The attack reached 22.2 terabits per second and 10.6 billion packs per second, establishing a new world record.
DDOS attacks submerging the system or network resources with traffic, slowing down or reducing access for legitimate users – and although this particular attack was short -lived, of approximately 40 seconds, the volume involved was massive.
No need for manual intervention
BIP computer Compared to the streaming of a million 4K videos at the same time, with a package rate equivalent to each person on earth refreshing a web page once per second.
An image shared by Cloudflare (above) on X showed the attack which increases until the cutting-edge force in a few seconds, then holding stable to more than 22 tops before depositing suddenly.
The company claims that its systems have detected and attenuated the incident independently without manual intervention.
Three weeks earlier, Cloudflare said he had attenuated an attack of 11.5 TB and 5.1 BPPS, which was the largest reported at the time.
More recently, Fastnetmon has announced that it had detected and attenuated a DDOS attack of 1.5 billion per second with traffic, mainly a UDP flood from the leading equipment of compromise customers, including IoT devices and Mikrotik routers.
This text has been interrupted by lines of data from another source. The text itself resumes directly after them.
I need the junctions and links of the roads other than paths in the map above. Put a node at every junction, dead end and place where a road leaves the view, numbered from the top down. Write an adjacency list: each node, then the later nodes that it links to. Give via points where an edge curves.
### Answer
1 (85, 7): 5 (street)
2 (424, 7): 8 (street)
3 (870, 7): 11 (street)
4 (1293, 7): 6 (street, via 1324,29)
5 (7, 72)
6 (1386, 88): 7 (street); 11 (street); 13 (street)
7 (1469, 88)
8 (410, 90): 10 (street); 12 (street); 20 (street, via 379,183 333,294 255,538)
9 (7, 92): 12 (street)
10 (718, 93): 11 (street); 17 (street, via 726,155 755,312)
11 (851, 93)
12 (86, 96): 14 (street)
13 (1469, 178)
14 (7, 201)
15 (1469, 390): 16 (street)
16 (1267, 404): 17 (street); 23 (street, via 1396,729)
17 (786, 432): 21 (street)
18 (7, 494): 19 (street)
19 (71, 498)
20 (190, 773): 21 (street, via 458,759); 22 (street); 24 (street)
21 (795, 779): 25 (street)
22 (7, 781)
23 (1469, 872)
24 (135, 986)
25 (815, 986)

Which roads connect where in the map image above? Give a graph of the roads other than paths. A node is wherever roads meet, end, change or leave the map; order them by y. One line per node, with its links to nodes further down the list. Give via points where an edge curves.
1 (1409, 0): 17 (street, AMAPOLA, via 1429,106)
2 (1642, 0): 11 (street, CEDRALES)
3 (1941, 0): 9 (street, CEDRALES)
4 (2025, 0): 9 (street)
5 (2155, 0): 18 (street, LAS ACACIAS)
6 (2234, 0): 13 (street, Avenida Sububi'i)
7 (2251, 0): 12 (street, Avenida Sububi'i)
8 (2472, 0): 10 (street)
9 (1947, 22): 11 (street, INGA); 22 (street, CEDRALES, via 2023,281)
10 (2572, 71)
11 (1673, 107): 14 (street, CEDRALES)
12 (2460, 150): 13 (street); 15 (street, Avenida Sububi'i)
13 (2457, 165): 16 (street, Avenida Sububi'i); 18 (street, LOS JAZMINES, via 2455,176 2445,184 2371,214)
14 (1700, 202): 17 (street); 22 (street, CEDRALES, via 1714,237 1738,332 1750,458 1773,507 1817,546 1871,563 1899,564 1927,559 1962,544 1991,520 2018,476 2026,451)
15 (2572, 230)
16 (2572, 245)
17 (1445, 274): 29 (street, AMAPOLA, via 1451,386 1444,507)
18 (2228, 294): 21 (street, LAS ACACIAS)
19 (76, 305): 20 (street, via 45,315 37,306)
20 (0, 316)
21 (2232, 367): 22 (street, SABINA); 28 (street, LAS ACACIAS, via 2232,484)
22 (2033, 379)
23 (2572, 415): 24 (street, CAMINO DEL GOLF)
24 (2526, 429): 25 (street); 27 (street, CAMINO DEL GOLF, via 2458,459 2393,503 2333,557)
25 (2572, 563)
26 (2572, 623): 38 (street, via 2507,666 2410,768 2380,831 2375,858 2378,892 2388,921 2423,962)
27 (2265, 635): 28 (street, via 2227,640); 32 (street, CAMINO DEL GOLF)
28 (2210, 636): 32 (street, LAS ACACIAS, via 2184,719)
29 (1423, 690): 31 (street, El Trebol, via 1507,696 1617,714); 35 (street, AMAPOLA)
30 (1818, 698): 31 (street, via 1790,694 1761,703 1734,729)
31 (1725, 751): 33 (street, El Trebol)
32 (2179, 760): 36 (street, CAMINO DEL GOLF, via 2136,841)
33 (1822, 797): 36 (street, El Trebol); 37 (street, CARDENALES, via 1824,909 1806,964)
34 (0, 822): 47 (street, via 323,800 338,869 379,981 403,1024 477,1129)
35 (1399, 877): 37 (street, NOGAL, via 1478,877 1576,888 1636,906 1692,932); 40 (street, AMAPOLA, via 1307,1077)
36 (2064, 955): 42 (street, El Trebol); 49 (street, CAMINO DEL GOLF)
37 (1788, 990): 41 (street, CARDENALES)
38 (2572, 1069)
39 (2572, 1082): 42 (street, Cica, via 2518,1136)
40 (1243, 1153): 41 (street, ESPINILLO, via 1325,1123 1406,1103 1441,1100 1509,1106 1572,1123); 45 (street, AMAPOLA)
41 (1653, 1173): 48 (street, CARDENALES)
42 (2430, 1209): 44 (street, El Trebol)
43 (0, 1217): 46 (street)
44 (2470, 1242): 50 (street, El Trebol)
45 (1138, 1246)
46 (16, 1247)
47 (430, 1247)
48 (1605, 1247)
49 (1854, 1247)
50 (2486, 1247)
The latter figure of 22.2 TOPS defines a new bar for DDOS assaults, showing how fast the attack sizes have intensified in recent months.
Cloudflare has not revealed any key detail on the last event, including the source or the target, but he confirmed that the record attack was stopped before sustainable damage can occur.
The attenuation of an attack on this scale is delicate, because firewalls, routers and loading balancers find it difficult to manage such high requests.
Even if the total bandwidth is under control, packet floods can alone disrupt the services.
In April, Cloudflare noted that 2025 was on the right track for record levels of DDOS activity.